§ Work to be completed: If a line in the data has the string "dead", please show it.

§ Input material:
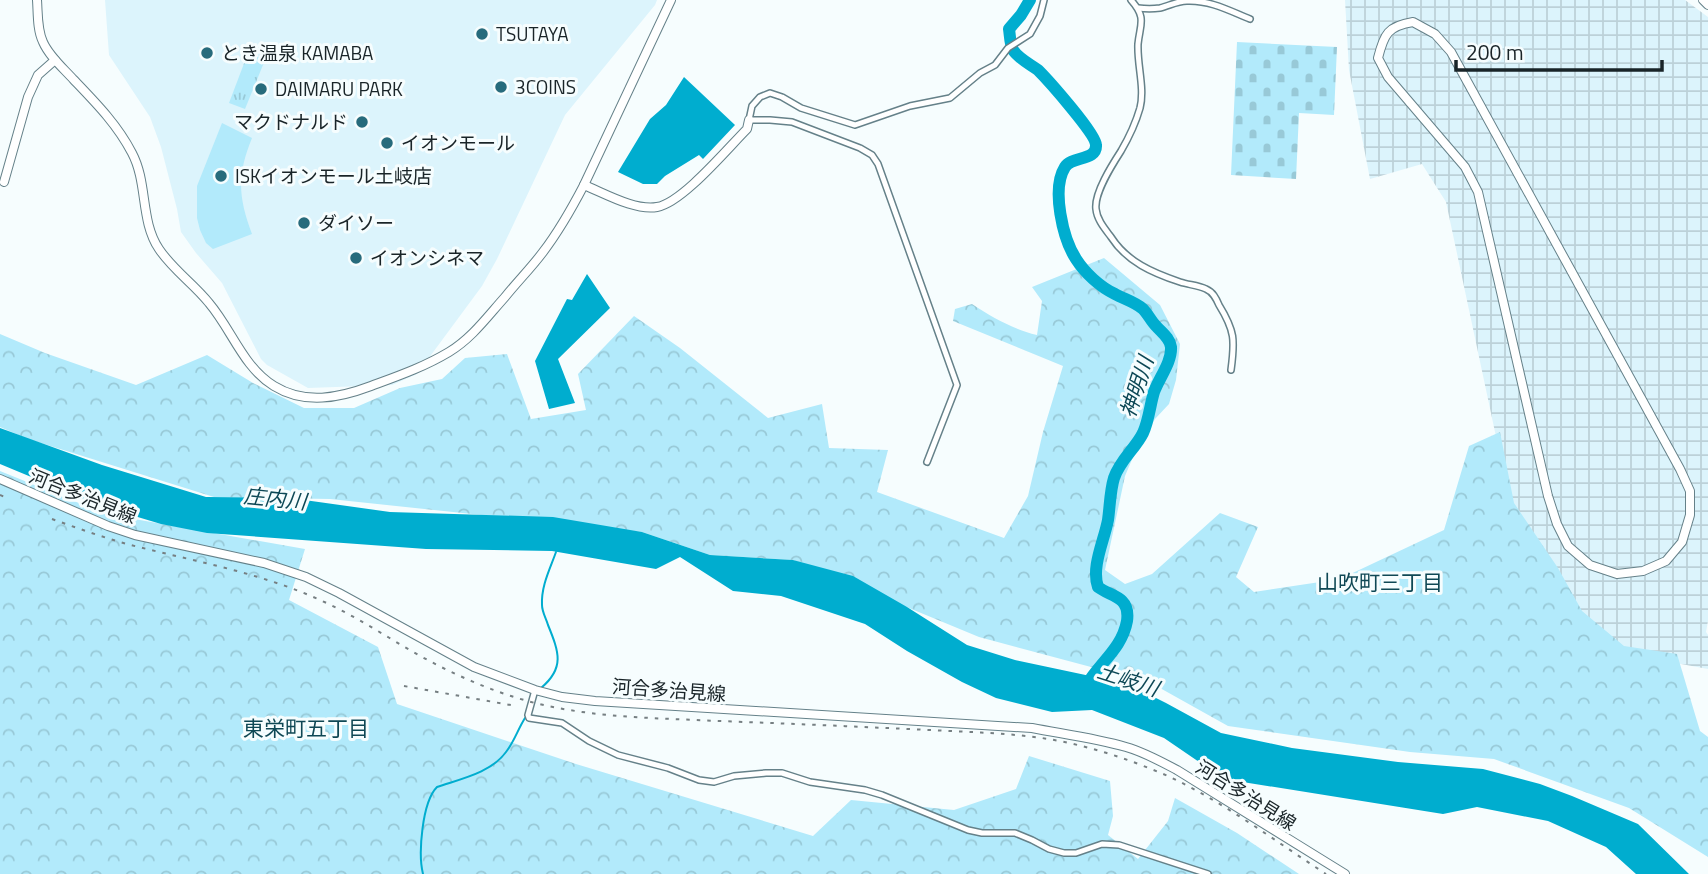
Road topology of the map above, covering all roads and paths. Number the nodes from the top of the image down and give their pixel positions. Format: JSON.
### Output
{"nodes":[{"id":1,"x":37,"y":0,"type":"edge"},
{"id":2,"x":671,"y":0,"type":"edge"},
{"id":3,"x":1044,"y":0,"type":"edge"},
{"id":4,"x":1132,"y":0,"type":"edge"},
{"id":5,"x":1703,"y":0,"type":"edge"},
{"id":6,"x":1708,"y":5,"type":"edge"},
{"id":7,"x":1138,"y":8,"type":"junction"},
{"id":8,"x":1250,"y":19,"type":"dead end"},
{"id":9,"x":1451,"y":52,"type":"joint"},
{"id":10,"x":55,"y":60,"type":"junction"},
{"id":11,"x":749,"y":120,"type":"junction"},
{"id":12,"x":2,"y":182,"type":"edge"},
{"id":13,"x":584,"y":185,"type":"junction"},
{"id":14,"x":1231,"y":370,"type":"dead end"},
{"id":15,"x":927,"y":462,"type":"dead end"},
{"id":16,"x":0,"y":479,"type":"edge"},
{"id":17,"x":535,"y":690,"type":"junction"},
{"id":18,"x":1208,"y":874,"type":"edge"},
{"id":19,"x":1345,"y":874,"type":"edge"}],
"edges":[{"from":1,"to":10,"type":"street"},
{"from":2,"to":13,"type":"street"},
{"from":3,"to":11,"type":"street"},
{"from":4,"to":7,"type":"street"},
{"from":5,"to":6,"type":"street"},
{"from":7,"to":8,"type":"street"},
{"from":7,"to":14,"type":"street"},
{"from":9,"to":9,"type":"street"},
{"from":10,"to":12,"type":"street"},
{"from":10,"to":13,"type":"street"},
{"from":11,"to":13,"type":"street"},
{"from":11,"to":15,"type":"street"},
{"from":16,"to":17,"type":"street","name":"河合多治見線"},
{"from":17,"to":18,"type":"street"},
{"from":17,"to":19,"type":"street","name":"河合多治見線"}]}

§ Exercise result:
{"id":8,"x":1250,"y":19,"type":"dead end"},
{"id":14,"x":1231,"y":370,"type":"dead end"},
{"id":15,"x":927,"y":462,"type":"dead end"},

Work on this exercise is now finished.